-- Opening Marker --

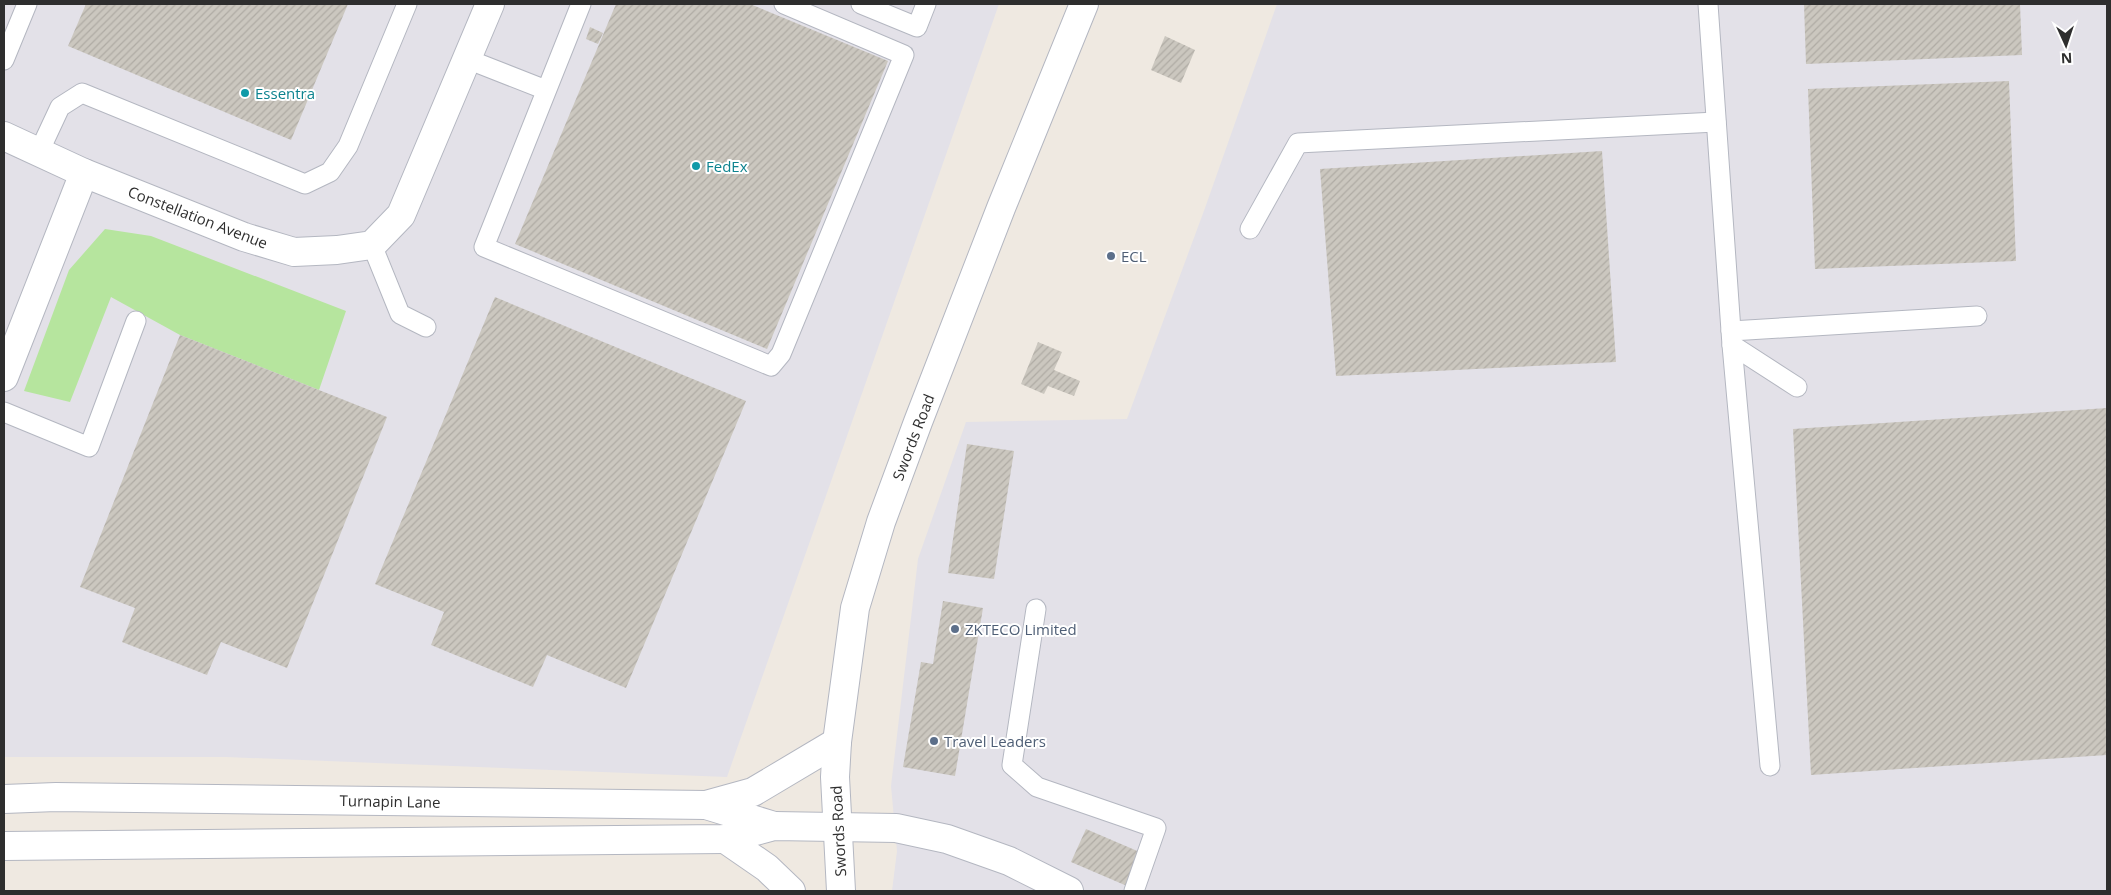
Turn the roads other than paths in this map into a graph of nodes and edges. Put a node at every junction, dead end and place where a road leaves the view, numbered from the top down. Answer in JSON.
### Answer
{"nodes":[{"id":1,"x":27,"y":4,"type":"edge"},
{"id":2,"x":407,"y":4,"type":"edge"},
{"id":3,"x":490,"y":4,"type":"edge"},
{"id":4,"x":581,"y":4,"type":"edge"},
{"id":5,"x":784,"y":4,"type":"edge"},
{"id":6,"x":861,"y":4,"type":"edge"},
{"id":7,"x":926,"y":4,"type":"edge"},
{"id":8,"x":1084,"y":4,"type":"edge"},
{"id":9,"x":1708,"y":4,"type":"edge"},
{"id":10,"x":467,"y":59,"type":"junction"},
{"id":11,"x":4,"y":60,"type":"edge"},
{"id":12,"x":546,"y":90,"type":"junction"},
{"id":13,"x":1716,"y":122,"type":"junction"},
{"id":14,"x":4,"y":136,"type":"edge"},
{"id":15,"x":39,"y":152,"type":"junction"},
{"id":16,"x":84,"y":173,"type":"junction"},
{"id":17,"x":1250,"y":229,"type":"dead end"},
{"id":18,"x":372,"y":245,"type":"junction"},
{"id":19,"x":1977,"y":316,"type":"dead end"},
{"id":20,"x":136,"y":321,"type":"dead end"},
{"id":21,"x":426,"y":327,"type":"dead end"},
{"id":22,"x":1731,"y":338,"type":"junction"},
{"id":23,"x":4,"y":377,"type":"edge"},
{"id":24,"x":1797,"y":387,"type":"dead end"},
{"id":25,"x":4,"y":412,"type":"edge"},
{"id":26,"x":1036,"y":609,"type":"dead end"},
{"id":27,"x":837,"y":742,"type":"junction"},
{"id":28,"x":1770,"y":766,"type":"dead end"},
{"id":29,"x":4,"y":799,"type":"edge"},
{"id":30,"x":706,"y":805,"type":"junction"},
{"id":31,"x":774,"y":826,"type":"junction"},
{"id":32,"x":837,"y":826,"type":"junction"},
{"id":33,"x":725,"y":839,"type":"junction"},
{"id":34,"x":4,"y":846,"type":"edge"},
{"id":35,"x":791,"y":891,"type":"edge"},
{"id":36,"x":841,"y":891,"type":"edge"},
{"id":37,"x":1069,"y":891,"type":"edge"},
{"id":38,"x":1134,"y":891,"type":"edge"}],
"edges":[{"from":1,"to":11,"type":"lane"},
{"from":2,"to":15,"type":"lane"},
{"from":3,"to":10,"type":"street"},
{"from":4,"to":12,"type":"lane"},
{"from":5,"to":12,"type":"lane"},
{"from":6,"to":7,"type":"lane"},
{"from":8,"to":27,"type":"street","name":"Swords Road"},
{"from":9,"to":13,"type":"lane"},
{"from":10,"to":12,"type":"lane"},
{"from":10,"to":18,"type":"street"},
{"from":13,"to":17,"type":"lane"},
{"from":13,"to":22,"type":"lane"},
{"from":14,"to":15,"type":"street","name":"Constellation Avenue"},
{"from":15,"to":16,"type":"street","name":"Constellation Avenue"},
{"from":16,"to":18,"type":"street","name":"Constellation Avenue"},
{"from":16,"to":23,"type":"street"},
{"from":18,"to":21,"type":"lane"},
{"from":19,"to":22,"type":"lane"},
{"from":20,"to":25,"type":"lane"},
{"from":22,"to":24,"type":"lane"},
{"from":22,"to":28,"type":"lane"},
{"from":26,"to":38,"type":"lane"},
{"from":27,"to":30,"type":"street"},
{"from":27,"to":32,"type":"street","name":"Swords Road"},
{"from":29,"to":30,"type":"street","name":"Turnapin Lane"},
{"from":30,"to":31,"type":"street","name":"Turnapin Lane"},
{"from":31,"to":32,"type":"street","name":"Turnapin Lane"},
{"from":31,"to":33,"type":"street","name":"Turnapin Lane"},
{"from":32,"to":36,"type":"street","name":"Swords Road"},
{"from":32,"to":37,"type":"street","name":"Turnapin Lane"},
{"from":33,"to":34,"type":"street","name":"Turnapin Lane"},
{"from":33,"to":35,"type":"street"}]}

-- Closing Marker --

**WHAT IS REQUIRED:** Among the lines above, find those containing the word "Turnapin" and copy each.

**OUTPUT FOR THIS TASK:**
{"from":29,"to":30,"type":"street","name":"Turnapin Lane"},
{"from":30,"to":31,"type":"street","name":"Turnapin Lane"},
{"from":31,"to":32,"type":"street","name":"Turnapin Lane"},
{"from":31,"to":33,"type":"street","name":"Turnapin Lane"},
{"from":32,"to":37,"type":"street","name":"Turnapin Lane"},
{"from":33,"to":34,"type":"street","name":"Turnapin Lane"},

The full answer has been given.